WORK ORDER:
Your answer is a copy of every line in the records where "roads" appears.

Records from a dataset:
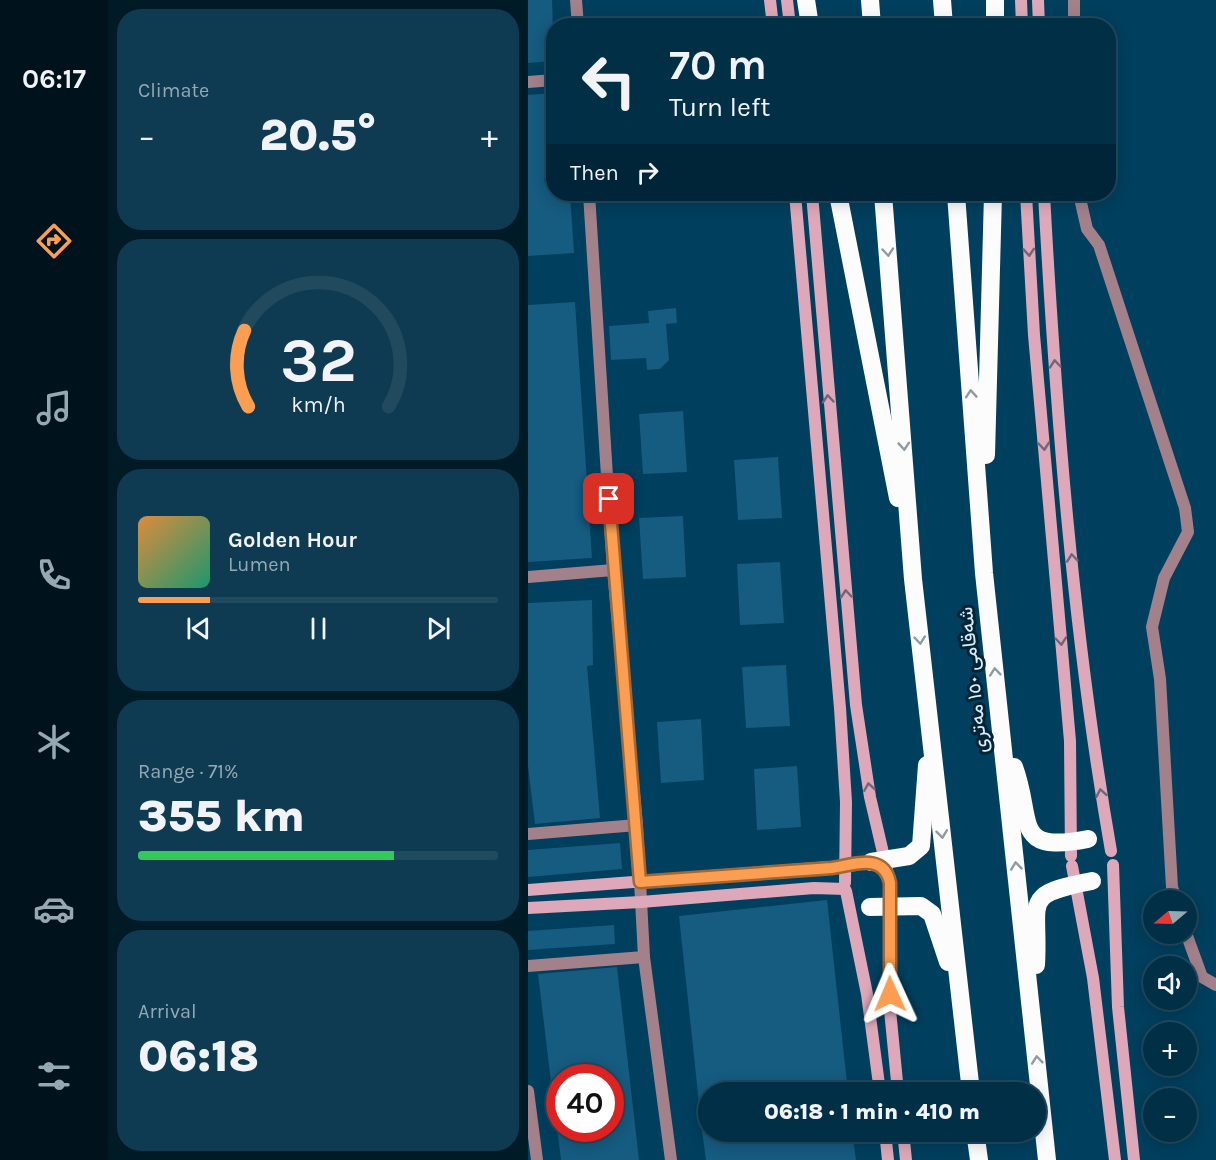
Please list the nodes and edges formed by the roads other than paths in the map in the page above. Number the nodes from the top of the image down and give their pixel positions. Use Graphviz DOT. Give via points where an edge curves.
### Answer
graph roads {
  1 [pos="576,0"];
  2 [pos="770,0"];
  3 [pos="787,0"];
  4 [pos="806,0"];
  5 [pos="870,0"];
  6 [pos="942,0"];
  7 [pos="994,0"];
  8 [pos="1021,0"];
  9 [pos="1038,0"];
  10 [pos="1074,0"];
  11 [pos="577,18"];
  12 [pos="772,18"];
  13 [pos="789,18"];
  14 [pos="809,18"];
  15 [pos="871,18"];
  16 [pos="943,18"];
  17 [pos="995,18"];
  18 [pos="1022,18"];
  19 [pos="1039,18"];
  20 [pos="1074,18"];
  21 [pos="546,81"];
  22 [pos="528,82"];
  23 [pos="589,201"];
  24 [pos="796,201"];
  25 [pos="813,201"];
  26 [pos="839,201"];
  27 [pos="884,201"];
  28 [pos="957,201"];
  29 [pos="993,201"];
  30 [pos="1026,201"];
  31 [pos="1044,201"];
  32 [pos="1081,201"];
  33 [pos="613,570"];
  34 [pos="984,573"];
  35 [pos="528,577"];
  36 [pos="913,579"];
  37 [pos="1002,740"];
  38 [pos="931,746"];
  39 [pos="637,825"];
  40 [pos="528,834"];
  41 [pos="1112,851"];
  42 [pos="1078,861"];
  43 [pos="874,862"];
  44 [pos="1113,865"];
  45 [pos="640,882"];
  46 [pos="565,886"];
  47 [pos="845,888"];
  48 [pos="528,890"];
  49 [pos="1173,890"];
  50 [pos="641,902"];
  51 [pos="566,905"];
  52 [pos="893,905"];
  53 [pos="870,907"];
  54 [pos="528,908"];
  55 [pos="1190,944"];
  56 [pos="644,957"];
  57 [pos="528,966"];
  58 [pos="1216,985"];
  59 [pos="958,992"];
  60 [pos="1031,1002"];
  61 [pos="879,1082"];
  62 [pos="897,1082"];
  63 [pos="969,1082"];
  64 [pos="528,1091"];
  65 [pos="886,1142"];
  66 [pos="904,1142"];
  67 [pos="977,1142"];
  68 [pos="537,1160"];
  69 [pos="671,1160"];
  70 [pos="888,1160"];
  71 [pos="906,1160"];
  72 [pos="979,1160"];
  73 [pos="1047,1160"];
  74 [pos="1115,1160"];
  75 [pos="1134,1160"];
  1 -- 11 [label="street"];
  2 -- 12 [label="street"];
  3 -- 13 [label="street"];
  4 -- 14 [label="highway"];
  5 -- 15 [label="highway"];
  6 -- 16 [label="highway"];
  7 -- 17 [label="highway"];
  8 -- 18 [label="street"];
  9 -- 19 [label="street"];
  10 -- 20 [label="street"];
  21 -- 22 [label="street"];
  23 -- 33 [label="street"];
  24 -- 43 [label="street" via="846,802"];
  43 -- 25 [label="street, one-way" via="856,705"];
  26 -- 36 [label="highway"];
  27 -- 36 [label="highway, one-way"];
  34 -- 28 [label="highway, شەقامی ١٥٠ مەتری, one-way"];
  29 -- 34 [label="highway"];
  30 -- 42 [label="street, one-way"];
  41 -- 31 [label="street, one-way" via="1081,657"];
  32 -- 49 [label="street" via="1087,229 1099,245 1185,508 1188,532 1164,578 1152,627 1160,679"];
  33 -- 35 [label="street"];
  33 -- 39 [label="street"];
  37 -- 34 [label="highway, شەقامی ١٥٠ مەتری, one-way"];
  36 -- 38 [label="highway, one-way"];
  37 -- 42 [label="highway" via="1016,773 1032,835"];
  60 -- 37 [label="highway, شەقامی ١٥٠ مەتری, one-way"];
  38 -- 43 [label="highway" via="922,842 914,854"];
  38 -- 59 [label="highway, one-way"];
  39 -- 40 [label="street"];
  39 -- 45 [label="street"];
  41 -- 42 [label="street" via="1102,841"];
  41 -- 44 [label="street"];
  42 -- 44 [label="street" via="1105,877"];
  42 -- 60 [label="highway" via="1037,904"];
  42 -- 74 [label="street"];
  43 -- 45 [label="street"];
  43 -- 47 [label="street" via="850,869"];
  43 -- 52 [label="street"];
  44 -- 75 [label="street" via="1118,1007"];
  45 -- 46 [label="street"];
  45 -- 50 [label="street"];
  46 -- 48 [label="street"];
  46 -- 51 [label="street"];
  47 -- 50 [label="street"];
  47 -- 53 [label="street" via="855,903"];
  47 -- 61 [label="street" via="867,994"];
  50 -- 51 [label="street"];
  50 -- 56 [label="street"];
  51 -- 54 [label="street"];
  52 -- 53 [label="highway"];
  52 -- 59 [label="highway" via="921,906 932,914"];
  52 -- 62 [label="street" via="890,1010"];
  55 -- 58 [label="street" via="1202,977"];
  56 -- 57 [label="street"];
  56 -- 69 [label="street"];
  59 -- 63 [label="highway"];
  73 -- 60 [label="highway, شەقامی ١٥٠ مەتری, one-way"];
  64 -- 68 [label="street"];
  65 -- 70 [label="street"];
  66 -- 71 [label="street"];
  67 -- 72 [label="highway"];
}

COMPLETED EXERCISE:
Please list the nodes and edges formed by the roads other than paths in the map in the page above. Number the nodes from the top of the image down and give their pixel positions. Use Graphviz DOT. Give via points where an edge curves.
graph roads {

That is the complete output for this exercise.